The question is, how vague will Google be about it? Unfortunately, pretty vague it seems. Here’s what Google had to say:

“This algorithmic change does not affect sites who place ads above-the-fold to a normal degree, but affects sites that go much further to load the top of the page with ads to an excessive degree or that make it hard to find the actual original content on the page.”

What exactly is a “normal degree”? One or two ads? What’s an “excessive degree”? Three or more? Google isn’t saying. We’re going to need a more concrete answer than that. What’s the ratio of ads to content that is acceptable and what’s not? It would be helpful if Google clearly defined what is considered to be OK and what isn’t. For now, it looks like it’s up to trial and error to figure it out.

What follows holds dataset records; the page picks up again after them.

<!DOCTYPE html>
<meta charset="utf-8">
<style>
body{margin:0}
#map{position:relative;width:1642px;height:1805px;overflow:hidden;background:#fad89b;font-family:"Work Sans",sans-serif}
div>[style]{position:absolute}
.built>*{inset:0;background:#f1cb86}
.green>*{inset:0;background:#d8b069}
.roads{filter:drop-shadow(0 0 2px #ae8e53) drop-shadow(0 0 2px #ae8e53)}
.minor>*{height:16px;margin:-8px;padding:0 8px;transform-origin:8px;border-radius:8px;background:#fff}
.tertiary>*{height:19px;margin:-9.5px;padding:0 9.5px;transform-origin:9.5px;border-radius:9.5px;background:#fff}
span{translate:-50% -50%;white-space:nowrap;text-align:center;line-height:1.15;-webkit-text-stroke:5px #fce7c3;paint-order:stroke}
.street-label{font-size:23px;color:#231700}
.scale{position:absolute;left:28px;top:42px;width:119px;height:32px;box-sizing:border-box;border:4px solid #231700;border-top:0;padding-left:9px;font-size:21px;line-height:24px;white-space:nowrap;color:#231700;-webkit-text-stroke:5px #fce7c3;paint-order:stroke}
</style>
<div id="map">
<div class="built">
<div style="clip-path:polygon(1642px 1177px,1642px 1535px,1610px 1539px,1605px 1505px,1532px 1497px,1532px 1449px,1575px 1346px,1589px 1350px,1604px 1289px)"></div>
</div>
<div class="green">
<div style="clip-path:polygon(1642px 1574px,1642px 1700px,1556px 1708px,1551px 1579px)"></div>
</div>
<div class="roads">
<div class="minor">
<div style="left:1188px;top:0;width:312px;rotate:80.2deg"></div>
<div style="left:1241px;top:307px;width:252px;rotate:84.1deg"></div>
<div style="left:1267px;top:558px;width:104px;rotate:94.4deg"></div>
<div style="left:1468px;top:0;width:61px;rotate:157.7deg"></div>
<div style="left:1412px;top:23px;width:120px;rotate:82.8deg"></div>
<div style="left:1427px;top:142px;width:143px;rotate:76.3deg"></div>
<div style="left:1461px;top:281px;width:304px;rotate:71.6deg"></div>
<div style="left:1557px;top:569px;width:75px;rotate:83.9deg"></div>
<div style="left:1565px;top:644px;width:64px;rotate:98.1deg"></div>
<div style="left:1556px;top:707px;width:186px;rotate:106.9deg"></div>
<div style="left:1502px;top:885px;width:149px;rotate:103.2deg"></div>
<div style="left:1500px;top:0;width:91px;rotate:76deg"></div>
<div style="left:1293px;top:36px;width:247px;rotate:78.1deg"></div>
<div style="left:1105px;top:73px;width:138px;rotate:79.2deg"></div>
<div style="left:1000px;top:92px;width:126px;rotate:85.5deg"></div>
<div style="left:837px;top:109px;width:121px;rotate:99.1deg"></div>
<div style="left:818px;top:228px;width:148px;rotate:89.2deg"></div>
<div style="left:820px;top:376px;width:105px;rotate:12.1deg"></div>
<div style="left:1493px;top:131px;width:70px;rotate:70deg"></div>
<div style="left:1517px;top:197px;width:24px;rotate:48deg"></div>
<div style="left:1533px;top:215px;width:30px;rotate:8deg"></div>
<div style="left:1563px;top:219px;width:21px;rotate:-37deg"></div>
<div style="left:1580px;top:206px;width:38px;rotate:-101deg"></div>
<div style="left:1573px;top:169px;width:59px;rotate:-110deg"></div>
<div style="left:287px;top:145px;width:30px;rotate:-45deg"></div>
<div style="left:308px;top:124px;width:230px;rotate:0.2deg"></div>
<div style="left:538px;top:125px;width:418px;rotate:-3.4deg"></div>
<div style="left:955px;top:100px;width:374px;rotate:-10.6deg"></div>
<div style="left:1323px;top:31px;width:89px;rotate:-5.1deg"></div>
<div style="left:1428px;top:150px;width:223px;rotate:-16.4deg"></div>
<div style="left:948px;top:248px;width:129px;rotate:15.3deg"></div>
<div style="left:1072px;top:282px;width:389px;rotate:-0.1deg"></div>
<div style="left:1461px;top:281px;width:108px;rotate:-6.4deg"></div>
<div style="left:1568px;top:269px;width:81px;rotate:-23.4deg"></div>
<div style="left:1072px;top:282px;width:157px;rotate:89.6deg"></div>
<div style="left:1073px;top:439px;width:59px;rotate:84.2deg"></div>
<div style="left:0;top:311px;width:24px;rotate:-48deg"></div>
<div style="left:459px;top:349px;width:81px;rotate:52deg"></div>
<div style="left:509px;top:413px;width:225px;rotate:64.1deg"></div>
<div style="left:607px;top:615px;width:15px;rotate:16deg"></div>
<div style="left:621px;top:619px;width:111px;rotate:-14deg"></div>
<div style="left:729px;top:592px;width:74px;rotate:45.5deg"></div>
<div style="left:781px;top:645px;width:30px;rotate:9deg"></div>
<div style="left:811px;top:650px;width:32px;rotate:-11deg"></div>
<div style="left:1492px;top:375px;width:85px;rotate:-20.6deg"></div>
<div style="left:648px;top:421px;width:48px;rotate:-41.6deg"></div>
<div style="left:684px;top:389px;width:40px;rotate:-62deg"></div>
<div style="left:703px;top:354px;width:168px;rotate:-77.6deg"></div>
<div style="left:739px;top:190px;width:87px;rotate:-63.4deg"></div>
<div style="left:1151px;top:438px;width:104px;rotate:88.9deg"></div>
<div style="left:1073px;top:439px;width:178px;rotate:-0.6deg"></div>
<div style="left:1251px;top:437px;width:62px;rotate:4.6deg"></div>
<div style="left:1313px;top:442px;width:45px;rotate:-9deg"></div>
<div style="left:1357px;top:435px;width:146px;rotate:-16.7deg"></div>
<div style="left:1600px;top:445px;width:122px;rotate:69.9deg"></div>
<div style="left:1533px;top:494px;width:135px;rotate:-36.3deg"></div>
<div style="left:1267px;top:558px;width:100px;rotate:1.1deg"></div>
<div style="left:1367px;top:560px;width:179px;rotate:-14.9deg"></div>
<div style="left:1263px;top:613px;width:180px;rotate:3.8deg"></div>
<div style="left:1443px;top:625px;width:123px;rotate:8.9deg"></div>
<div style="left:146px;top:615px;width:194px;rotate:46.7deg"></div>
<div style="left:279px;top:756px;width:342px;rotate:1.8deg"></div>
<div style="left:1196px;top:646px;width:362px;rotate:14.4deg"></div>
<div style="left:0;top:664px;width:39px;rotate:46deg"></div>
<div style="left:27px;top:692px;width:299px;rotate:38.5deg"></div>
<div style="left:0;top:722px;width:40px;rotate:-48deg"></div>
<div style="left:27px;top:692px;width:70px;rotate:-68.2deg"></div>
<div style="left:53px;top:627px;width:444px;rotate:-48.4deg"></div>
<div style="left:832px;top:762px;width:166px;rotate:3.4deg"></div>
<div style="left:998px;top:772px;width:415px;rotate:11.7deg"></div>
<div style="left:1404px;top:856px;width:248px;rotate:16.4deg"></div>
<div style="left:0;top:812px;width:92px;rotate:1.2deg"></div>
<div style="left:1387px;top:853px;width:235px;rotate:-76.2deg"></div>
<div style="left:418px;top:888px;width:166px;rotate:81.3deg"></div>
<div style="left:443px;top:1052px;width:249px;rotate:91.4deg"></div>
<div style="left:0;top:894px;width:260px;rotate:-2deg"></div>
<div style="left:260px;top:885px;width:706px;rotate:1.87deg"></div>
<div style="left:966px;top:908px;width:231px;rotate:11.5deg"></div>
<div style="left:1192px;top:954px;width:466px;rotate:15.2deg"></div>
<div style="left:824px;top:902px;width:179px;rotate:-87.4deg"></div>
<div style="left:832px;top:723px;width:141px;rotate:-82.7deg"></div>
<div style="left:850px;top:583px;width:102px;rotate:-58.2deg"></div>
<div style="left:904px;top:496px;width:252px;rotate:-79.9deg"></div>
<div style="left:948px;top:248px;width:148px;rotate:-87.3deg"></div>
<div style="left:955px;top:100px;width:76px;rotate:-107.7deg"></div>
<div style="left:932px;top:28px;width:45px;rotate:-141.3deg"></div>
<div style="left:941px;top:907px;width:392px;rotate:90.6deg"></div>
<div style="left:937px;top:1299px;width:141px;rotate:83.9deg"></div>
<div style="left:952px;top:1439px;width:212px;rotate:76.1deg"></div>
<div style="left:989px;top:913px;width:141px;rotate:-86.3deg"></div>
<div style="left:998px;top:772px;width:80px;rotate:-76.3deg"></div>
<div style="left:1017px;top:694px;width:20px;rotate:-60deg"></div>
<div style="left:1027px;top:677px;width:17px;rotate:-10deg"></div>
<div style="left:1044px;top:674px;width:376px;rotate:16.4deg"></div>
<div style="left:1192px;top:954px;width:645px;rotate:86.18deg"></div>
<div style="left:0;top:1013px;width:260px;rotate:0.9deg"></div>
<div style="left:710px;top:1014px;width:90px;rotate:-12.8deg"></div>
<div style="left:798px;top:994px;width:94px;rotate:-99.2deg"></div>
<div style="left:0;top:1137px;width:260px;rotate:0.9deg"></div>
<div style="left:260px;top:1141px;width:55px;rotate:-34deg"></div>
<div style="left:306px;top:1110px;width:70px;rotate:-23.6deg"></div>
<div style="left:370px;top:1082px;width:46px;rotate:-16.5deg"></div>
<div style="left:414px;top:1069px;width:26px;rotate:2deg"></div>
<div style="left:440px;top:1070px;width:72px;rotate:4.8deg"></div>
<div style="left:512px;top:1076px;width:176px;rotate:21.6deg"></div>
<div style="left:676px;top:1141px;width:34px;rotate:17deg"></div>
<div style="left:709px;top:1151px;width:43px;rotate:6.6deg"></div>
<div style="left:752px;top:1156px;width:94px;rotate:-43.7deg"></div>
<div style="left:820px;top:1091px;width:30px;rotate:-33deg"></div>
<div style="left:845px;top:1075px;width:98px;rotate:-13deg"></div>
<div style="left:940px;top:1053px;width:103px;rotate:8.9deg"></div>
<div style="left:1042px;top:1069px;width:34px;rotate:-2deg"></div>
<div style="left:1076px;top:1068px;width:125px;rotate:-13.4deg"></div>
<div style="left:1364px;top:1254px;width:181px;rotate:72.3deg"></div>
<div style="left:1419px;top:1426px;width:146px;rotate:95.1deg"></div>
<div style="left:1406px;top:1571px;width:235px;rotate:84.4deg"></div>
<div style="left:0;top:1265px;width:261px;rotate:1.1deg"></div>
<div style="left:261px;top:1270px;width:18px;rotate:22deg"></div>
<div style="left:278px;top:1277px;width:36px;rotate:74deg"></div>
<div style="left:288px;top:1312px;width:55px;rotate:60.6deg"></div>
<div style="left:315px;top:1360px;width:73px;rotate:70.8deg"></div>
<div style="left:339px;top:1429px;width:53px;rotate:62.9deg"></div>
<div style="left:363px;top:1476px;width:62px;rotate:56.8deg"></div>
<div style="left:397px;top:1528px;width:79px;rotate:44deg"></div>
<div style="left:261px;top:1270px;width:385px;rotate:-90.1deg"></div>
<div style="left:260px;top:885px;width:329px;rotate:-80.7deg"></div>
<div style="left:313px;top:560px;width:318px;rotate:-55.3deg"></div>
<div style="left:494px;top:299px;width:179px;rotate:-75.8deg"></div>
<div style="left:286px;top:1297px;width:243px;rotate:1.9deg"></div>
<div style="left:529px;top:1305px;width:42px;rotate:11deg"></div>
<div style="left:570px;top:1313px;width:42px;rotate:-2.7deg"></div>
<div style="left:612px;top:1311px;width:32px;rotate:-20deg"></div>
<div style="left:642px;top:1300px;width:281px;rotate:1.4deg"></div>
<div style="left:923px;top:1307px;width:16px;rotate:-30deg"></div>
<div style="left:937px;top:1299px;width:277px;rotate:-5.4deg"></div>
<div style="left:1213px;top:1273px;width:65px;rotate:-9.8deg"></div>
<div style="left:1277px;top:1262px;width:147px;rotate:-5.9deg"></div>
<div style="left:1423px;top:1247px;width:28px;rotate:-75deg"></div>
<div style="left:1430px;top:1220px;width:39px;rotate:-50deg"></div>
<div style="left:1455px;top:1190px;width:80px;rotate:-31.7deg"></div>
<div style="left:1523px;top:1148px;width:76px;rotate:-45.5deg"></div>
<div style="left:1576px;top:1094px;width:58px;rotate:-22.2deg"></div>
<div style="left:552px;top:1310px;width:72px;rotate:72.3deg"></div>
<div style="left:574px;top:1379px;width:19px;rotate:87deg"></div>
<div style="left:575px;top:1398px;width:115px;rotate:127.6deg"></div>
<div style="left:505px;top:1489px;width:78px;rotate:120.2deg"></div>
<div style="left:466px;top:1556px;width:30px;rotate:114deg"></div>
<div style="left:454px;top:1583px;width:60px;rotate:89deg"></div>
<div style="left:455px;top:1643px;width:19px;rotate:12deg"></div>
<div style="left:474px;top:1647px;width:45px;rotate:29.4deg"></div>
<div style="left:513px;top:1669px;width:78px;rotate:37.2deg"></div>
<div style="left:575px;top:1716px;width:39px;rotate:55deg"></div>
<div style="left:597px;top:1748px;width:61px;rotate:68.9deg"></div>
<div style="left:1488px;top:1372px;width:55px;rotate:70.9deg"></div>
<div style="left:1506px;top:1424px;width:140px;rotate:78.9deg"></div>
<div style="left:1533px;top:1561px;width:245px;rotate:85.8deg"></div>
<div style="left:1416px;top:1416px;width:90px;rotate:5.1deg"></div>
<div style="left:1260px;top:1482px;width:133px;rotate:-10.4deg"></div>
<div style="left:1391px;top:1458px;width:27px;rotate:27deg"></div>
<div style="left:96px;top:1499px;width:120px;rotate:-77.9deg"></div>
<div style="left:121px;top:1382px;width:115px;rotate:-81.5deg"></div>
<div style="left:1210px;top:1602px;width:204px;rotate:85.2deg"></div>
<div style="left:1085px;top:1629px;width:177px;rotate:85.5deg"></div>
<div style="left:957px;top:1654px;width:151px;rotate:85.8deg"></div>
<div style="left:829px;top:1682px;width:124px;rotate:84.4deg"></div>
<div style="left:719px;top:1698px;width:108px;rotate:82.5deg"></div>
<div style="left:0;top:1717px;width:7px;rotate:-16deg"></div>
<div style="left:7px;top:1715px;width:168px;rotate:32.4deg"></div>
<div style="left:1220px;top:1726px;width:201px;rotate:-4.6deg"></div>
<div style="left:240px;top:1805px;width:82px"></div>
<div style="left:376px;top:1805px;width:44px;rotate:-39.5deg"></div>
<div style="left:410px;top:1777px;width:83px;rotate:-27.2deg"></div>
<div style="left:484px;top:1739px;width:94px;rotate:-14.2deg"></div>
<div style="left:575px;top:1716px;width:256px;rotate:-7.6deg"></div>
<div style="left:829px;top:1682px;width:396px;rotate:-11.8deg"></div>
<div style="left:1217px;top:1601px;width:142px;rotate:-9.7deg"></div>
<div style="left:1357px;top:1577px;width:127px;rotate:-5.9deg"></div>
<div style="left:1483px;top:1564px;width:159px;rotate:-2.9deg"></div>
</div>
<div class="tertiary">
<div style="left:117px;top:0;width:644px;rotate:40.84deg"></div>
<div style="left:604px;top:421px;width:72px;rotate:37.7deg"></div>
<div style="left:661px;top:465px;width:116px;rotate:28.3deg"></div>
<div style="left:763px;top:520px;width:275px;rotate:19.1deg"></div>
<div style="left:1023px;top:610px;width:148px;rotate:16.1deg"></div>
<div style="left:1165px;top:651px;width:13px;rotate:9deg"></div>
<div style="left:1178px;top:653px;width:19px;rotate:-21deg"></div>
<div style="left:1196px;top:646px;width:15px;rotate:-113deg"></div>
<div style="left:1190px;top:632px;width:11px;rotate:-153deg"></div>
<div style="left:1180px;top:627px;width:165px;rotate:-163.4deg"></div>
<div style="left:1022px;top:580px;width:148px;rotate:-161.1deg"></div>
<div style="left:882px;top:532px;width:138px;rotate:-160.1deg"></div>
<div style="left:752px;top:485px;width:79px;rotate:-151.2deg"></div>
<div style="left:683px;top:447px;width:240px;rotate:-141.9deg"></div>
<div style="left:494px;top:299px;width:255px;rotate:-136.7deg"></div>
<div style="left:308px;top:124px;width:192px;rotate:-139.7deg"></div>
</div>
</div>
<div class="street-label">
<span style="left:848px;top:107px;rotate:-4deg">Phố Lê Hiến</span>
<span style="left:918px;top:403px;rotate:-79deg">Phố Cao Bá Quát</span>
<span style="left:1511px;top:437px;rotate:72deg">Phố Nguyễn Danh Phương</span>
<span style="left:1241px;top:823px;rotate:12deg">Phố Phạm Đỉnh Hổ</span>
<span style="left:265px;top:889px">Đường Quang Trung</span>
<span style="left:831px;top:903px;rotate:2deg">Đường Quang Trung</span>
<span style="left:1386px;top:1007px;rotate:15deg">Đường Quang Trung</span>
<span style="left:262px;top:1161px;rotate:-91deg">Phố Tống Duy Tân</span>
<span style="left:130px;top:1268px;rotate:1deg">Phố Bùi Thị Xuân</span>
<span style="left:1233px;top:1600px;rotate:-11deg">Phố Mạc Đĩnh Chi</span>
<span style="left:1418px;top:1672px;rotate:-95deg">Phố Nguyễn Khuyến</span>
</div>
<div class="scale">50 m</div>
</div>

An article on Search Engine Land about the update discusses what you can do if your site has taken a hit. Obviously, you are going to need to reduce the number of ads above the fold or remove them entirely and wait a few weeks for Google to return to the site to index it again. It’s a good time to review your website goals and strategies. What is the purpose of your ads? If they are there just to try and get a little extra cash, but aren’t a priority, think about removing them entirely because they are only a distraction to users and now a turn off to the search engines.

What’s ironic is that it has been pointed out that the layout of a Google search results page features ads above the fold. Go figure.